Alternative time lines and historical themes make up a significant element in both sf and fantasy, and this month’s selection offers several answers to the what if? question. The possibility of King Solomon’s seal turning up in the United States is explored in James A. Burton’s urban fantasy/detective story Powers. The first alien invasion comes to vivid life in Orson Scott Card and Aaron Johnston’s Earth Unaware, a distant prequel to the Ender series. Mary Gentle’s alternate history The Black Opera examines the relationship between music and magic. In K.M. Ruiz’s Terminal Point, the question what if humanity were divided into those with and those without psychic powers? receives careful scrutiny, while Ian Tregillis’s The Coldest War imagines the role magic might have played in 20th-century politics of war and détente.

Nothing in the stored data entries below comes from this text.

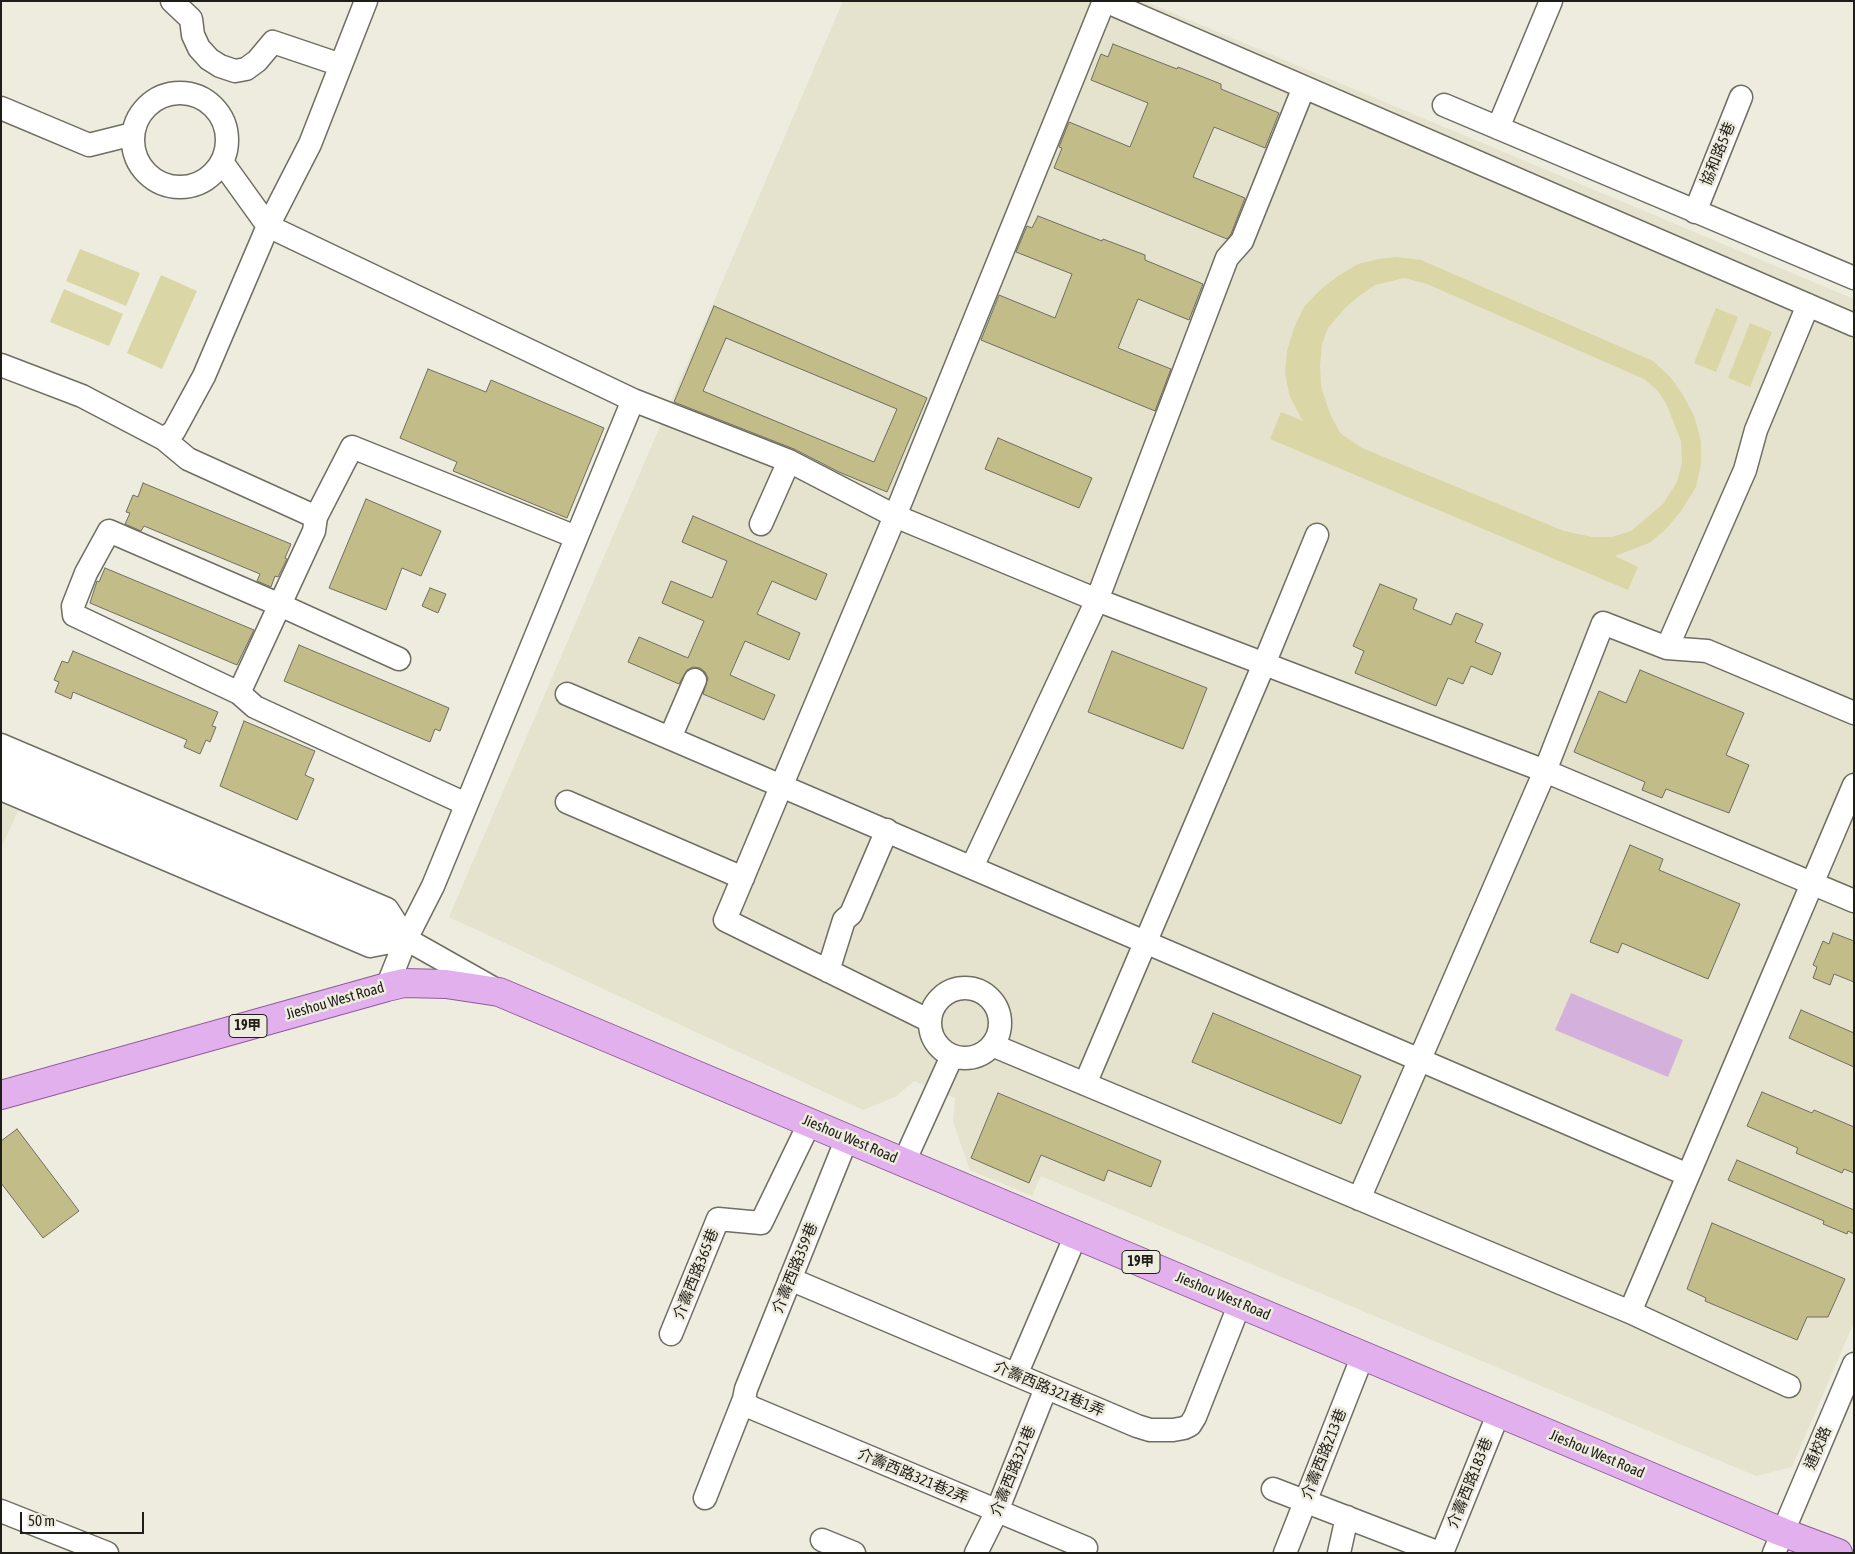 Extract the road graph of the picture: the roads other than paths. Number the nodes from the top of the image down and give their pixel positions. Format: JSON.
{"nodes":[{"id":1,"x":172,"y":1,"type":"edge"},
{"id":2,"x":366,"y":1,"type":"edge"},
{"id":3,"x":1104,"y":1,"type":"edge"},
{"id":4,"x":1551,"y":1,"type":"edge"},
{"id":5,"x":341,"y":65,"type":"junction"},
{"id":6,"x":1304,"y":87,"type":"junction"},
{"id":7,"x":1742,"y":97,"type":"dead end"},
{"id":8,"x":1444,"y":106,"type":"dead end"},
{"id":9,"x":1,"y":108,"type":"edge"},
{"id":10,"x":1498,"y":128,"type":"junction"},
{"id":11,"x":133,"y":134,"type":"junction"},
{"id":12,"x":222,"y":162,"type":"junction"},
{"id":13,"x":1695,"y":212,"type":"junction"},
{"id":14,"x":268,"y":226,"type":"junction"},
{"id":15,"x":1852,"y":273,"type":"edge"},
{"id":16,"x":1808,"y":306,"type":"junction"},
{"id":17,"x":1854,"y":325,"type":"edge"},
{"id":18,"x":1,"y":365,"type":"edge"},
{"id":19,"x":633,"y":400,"type":"junction"},
{"id":20,"x":164,"y":440,"type":"junction"},
{"id":21,"x":789,"y":461,"type":"junction"},
{"id":22,"x":895,"y":516,"type":"junction"},
{"id":23,"x":316,"y":517,"type":"junction"},
{"id":24,"x":761,"y":524,"type":"dead end"},
{"id":25,"x":1317,"y":535,"type":"dead end"},
{"id":26,"x":576,"y":538,"type":"junction"},
{"id":27,"x":1097,"y":600,"type":"junction"},
{"id":28,"x":280,"y":605,"type":"junction"},
{"id":29,"x":1667,"y":648,"type":"junction"},
{"id":30,"x":399,"y":659,"type":"dead end"},
{"id":31,"x":1264,"y":664,"type":"junction"},
{"id":32,"x":695,"y":680,"type":"dead end"},
{"id":33,"x":239,"y":693,"type":"junction"},
{"id":34,"x":567,"y":694,"type":"dead end"},
{"id":35,"x":1854,"y":713,"type":"edge"},
{"id":36,"x":670,"y":738,"type":"junction"},
{"id":37,"x":1,"y":745,"type":"edge"},
{"id":38,"x":1,"y":767,"type":"edge"},
{"id":39,"x":1545,"y":771,"type":"junction"},
{"id":40,"x":18,"y":780,"type":"edge"},
{"id":41,"x":781,"y":785,"type":"junction"},
{"id":42,"x":1854,"y":785,"type":"edge"},
{"id":43,"x":567,"y":802,"type":"dead end"},
{"id":44,"x":466,"y":804,"type":"junction"},
{"id":45,"x":887,"y":830,"type":"junction"},
{"id":46,"x":972,"y":867,"type":"junction"},
{"id":47,"x":743,"y":878,"type":"junction"},
{"id":48,"x":1811,"y":883,"type":"junction"},
{"id":49,"x":1854,"y":902,"type":"edge"},
{"id":50,"x":406,"y":939,"type":"junction"},
{"id":51,"x":1146,"y":941,"type":"junction"},
{"id":52,"x":828,"y":971,"type":"junction"},
{"id":53,"x":387,"y":987,"type":"junction"},
{"id":54,"x":499,"y":992,"type":"junction"},
{"id":55,"x":930,"y":1021,"type":"junction"},
{"id":56,"x":992,"y":1045,"type":"junction"},
{"id":57,"x":952,"y":1056,"type":"junction"},
{"id":58,"x":1419,"y":1059,"type":"junction"},
{"id":59,"x":1085,"y":1084,"type":"junction"},
{"id":60,"x":1,"y":1095,"type":"edge"},
{"id":61,"x":810,"y":1122,"type":"junction"},
{"id":62,"x":847,"y":1138,"type":"junction"},
{"id":63,"x":904,"y":1162,"type":"junction"},
{"id":64,"x":1688,"y":1175,"type":"junction"},
{"id":65,"x":1359,"y":1198,"type":"junction"},
{"id":66,"x":1076,"y":1234,"type":"junction"},
{"id":67,"x":790,"y":1279,"type":"junction"},
{"id":68,"x":1240,"y":1303,"type":"junction"},
{"id":69,"x":1630,"y":1312,"type":"junction"},
{"id":70,"x":672,"y":1334,"type":"dead end"},
{"id":71,"x":1363,"y":1355,"type":"junction"},
{"id":72,"x":1854,"y":1364,"type":"edge"},
{"id":73,"x":1016,"y":1375,"type":"junction"},
{"id":74,"x":1789,"y":1386,"type":"dead end"},
{"id":75,"x":1046,"y":1388,"type":"junction"},
{"id":76,"x":744,"y":1398,"type":"junction"},
{"id":77,"x":1499,"y":1412,"type":"junction"},
{"id":78,"x":1273,"y":1489,"type":"dead end"},
{"id":79,"x":705,"y":1498,"type":"dead end"},
{"id":80,"x":1306,"y":1501,"type":"junction"},
{"id":81,"x":1,"y":1511,"type":"edge"},
{"id":82,"x":997,"y":1511,"type":"junction"},
{"id":83,"x":1347,"y":1517,"type":"junction"},
{"id":84,"x":822,"y":1540,"type":"dead end"},
{"id":85,"x":1778,"y":1542,"type":"edge"},
{"id":86,"x":1086,"y":1548,"type":"dead end"},
{"id":87,"x":107,"y":1553,"type":"edge"},
{"id":88,"x":854,"y":1553,"type":"edge"},
{"id":89,"x":976,"y":1553,"type":"edge"},
{"id":90,"x":1285,"y":1553,"type":"edge"},
{"id":91,"x":1339,"y":1553,"type":"edge"},
{"id":92,"x":1440,"y":1553,"type":"edge"},
{"id":93,"x":1838,"y":1553,"type":"edge"}],
"edges":[{"from":1,"to":5,"type":"street"},
{"from":2,"to":5,"type":"street"},
{"from":3,"to":6,"type":"street"},
{"from":3,"to":22,"type":"street"},
{"from":4,"to":10,"type":"street"},
{"from":5,"to":14,"type":"street"},
{"from":6,"to":16,"type":"street"},
{"from":6,"to":27,"type":"street"},
{"from":7,"to":13,"type":"street","name":"協和路5巷"},
{"from":8,"to":10,"type":"street"},
{"from":9,"to":11,"type":"street"},
{"from":10,"to":13,"type":"street"},
{"from":11,"to":12,"type":"street"},
{"from":11,"to":12,"type":"street"},
{"from":12,"to":14,"type":"street"},
{"from":13,"to":15,"type":"street"},
{"from":14,"to":19,"type":"street"},
{"from":14,"to":20,"type":"street"},
{"from":16,"to":17,"type":"street"},
{"from":16,"to":29,"type":"street"},
{"from":18,"to":20,"type":"street"},
{"from":19,"to":21,"type":"street"},
{"from":19,"to":26,"type":"street"},
{"from":20,"to":23,"type":"street"},
{"from":21,"to":22,"type":"street"},
{"from":21,"to":24,"type":"street"},
{"from":22,"to":27,"type":"street"},
{"from":22,"to":41,"type":"street"},
{"from":23,"to":26,"type":"street"},
{"from":23,"to":28,"type":"street"},
{"from":25,"to":31,"type":"street"},
{"from":26,"to":44,"type":"street"},
{"from":27,"to":31,"type":"street"},
{"from":27,"to":46,"type":"street"},
{"from":28,"to":30,"type":"street"},
{"from":28,"to":33,"type":"street"},
{"from":28,"to":33,"type":"street"},
{"from":29,"to":35,"type":"street"},
{"from":29,"to":39,"type":"street"},
{"from":31,"to":39,"type":"street"},
{"from":31,"to":51,"type":"street"},
{"from":32,"to":36,"type":"street"},
{"from":33,"to":44,"type":"street"},
{"from":34,"to":36,"type":"street"},
{"from":36,"to":41,"type":"street"},
{"from":37,"to":40,"type":"street","name":"Jieshou West Road"},
{"from":38,"to":40,"type":"street","name":"Jieshou West Road"},
{"from":39,"to":48,"type":"street"},
{"from":39,"to":58,"type":"street"},
{"from":40,"to":50,"type":"street","name":"Jieshou West Road"},
{"from":41,"to":45,"type":"street"},
{"from":41,"to":47,"type":"street"},
{"from":42,"to":48,"type":"street"},
{"from":43,"to":47,"type":"street"},
{"from":44,"to":50,"type":"street"},
{"from":45,"to":46,"type":"street"},
{"from":45,"to":52,"type":"street"},
{"from":46,"to":51,"type":"street"},
{"from":47,"to":52,"type":"street"},
{"from":48,"to":49,"type":"street"},
{"from":48,"to":64,"type":"street"},
{"from":50,"to":53,"type":"street"},
{"from":50,"to":54,"type":"street","name":"Jieshou West Road"},
{"from":51,"to":58,"type":"street"},
{"from":51,"to":59,"type":"street"},
{"from":52,"to":55,"type":"street"},
{"from":53,"to":54,"type":"main road","name":"Jieshou West Road","number":"19甲"},
{"from":53,"to":60,"type":"main road","name":"Jieshou West Road","number":"19甲"},
{"from":54,"to":61,"type":"main road","name":"Jieshou West Road","number":"19甲"},
{"from":55,"to":56,"type":"street"},
{"from":55,"to":57,"type":"street"},
{"from":56,"to":57,"type":"street"},
{"from":56,"to":59,"type":"street"},
{"from":57,"to":63,"type":"street"},
{"from":58,"to":64,"type":"street"},
{"from":58,"to":65,"type":"street"},
{"from":59,"to":65,"type":"street"},
{"from":61,"to":62,"type":"main road","name":"Jieshou West Road","number":"19甲"},
{"from":61,"to":70,"type":"street","name":"介壽西路365巷"},
{"from":62,"to":63,"type":"main road","name":"Jieshou West Road","number":"19甲"},
{"from":62,"to":67,"type":"street","name":"介壽西路359巷"},
{"from":63,"to":66,"type":"main road","name":"Jieshou West Road","number":"19甲"},
{"from":64,"to":69,"type":"street"},
{"from":65,"to":69,"type":"street"},
{"from":66,"to":68,"type":"main road","name":"Jieshou West Road","number":"19甲"},
{"from":66,"to":73,"type":"street"},
{"from":67,"to":73,"type":"street","name":"介壽西路321巷1弄"},
{"from":67,"to":76,"type":"street","name":"介壽西路359巷"},
{"from":68,"to":71,"type":"main road","name":"Jieshou West Road","number":"19甲"},
{"from":68,"to":75,"type":"street","name":"介壽西路321巷1弄"},
{"from":69,"to":74,"type":"street"},
{"from":71,"to":77,"type":"main road","name":"Jieshou West Road","number":"19甲"},
{"from":71,"to":80,"type":"street","name":"介壽西路213巷"},
{"from":72,"to":85,"type":"street","name":"通校路"},
{"from":73,"to":75,"type":"street","name":"介壽西路321巷1弄"},
{"from":75,"to":82,"type":"street","name":"介壽西路321巷"},
{"from":76,"to":79,"type":"street","name":"介壽西路359巷"},
{"from":76,"to":82,"type":"street","name":"介壽西路321巷2弄"},
{"from":77,"to":85,"type":"main road","name":"Jieshou West Road","number":"19甲"},
{"from":77,"to":92,"type":"street","name":"介壽西路183巷"},
{"from":78,"to":80,"type":"street"},
{"from":80,"to":83,"type":"street"},
{"from":80,"to":90,"type":"street","name":"介壽西路213巷"},
{"from":81,"to":87,"type":"street"},
{"from":82,"to":86,"type":"street","name":"介壽西路321巷2弄"},
{"from":82,"to":89,"type":"street","name":"介壽西路321巷"},
{"from":83,"to":91,"type":"street"},
{"from":83,"to":92,"type":"street"},
{"from":84,"to":88,"type":"street"},
{"from":85,"to":93,"type":"main road","name":"Jieshou West Road","number":"19甲"}]}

Traditional epic fantasy makes a good showing in Daniel Abraham’s The King’s Blood, while sf adventure is represented by Jaine Fenn’s Guardians of Paradise. Two unusual novels pushing the boundaries of fantasy, Christopher Priest’s The Islanders and Lyle Blake Smythers’s Feasting with Panthers, serve up brain teasers for readers who enjoy challenging stories.
Four significant collections pay tribute to short-form sf and fantasy. Nebula Awards Showcase 2012 offers some of the best short fiction of 2011, all either nominated for or winners of Nebula Awards. The fourth volume of The Best Horror of the Year proves that horror writers have not lost their touch. Finally, a pair of themed collections, Robots: The Recent A.I. and Witches: Wicked, Wild & Wonderful, appeal to more limited but devout followings.
This month’s featured debut, Stephen Wallenfels’s Pod, first published as an ebook, dramatizes the human will to survive in the face of an incomprehensible alien attack.
The world of mass market publishing contributes five titles, most of which are part of continuing series. Tony Ballantyne’s Twisted Metal launches a sf series about a world inhabited by sentient robots, while urban fantasy is well represented by Jes Battis’s Bleeding Out, Katie MacAlister’s Sparks Fly, Irene Radford’s Chicory Up, and Lisa Shearin’s All Spell Breaks Loose.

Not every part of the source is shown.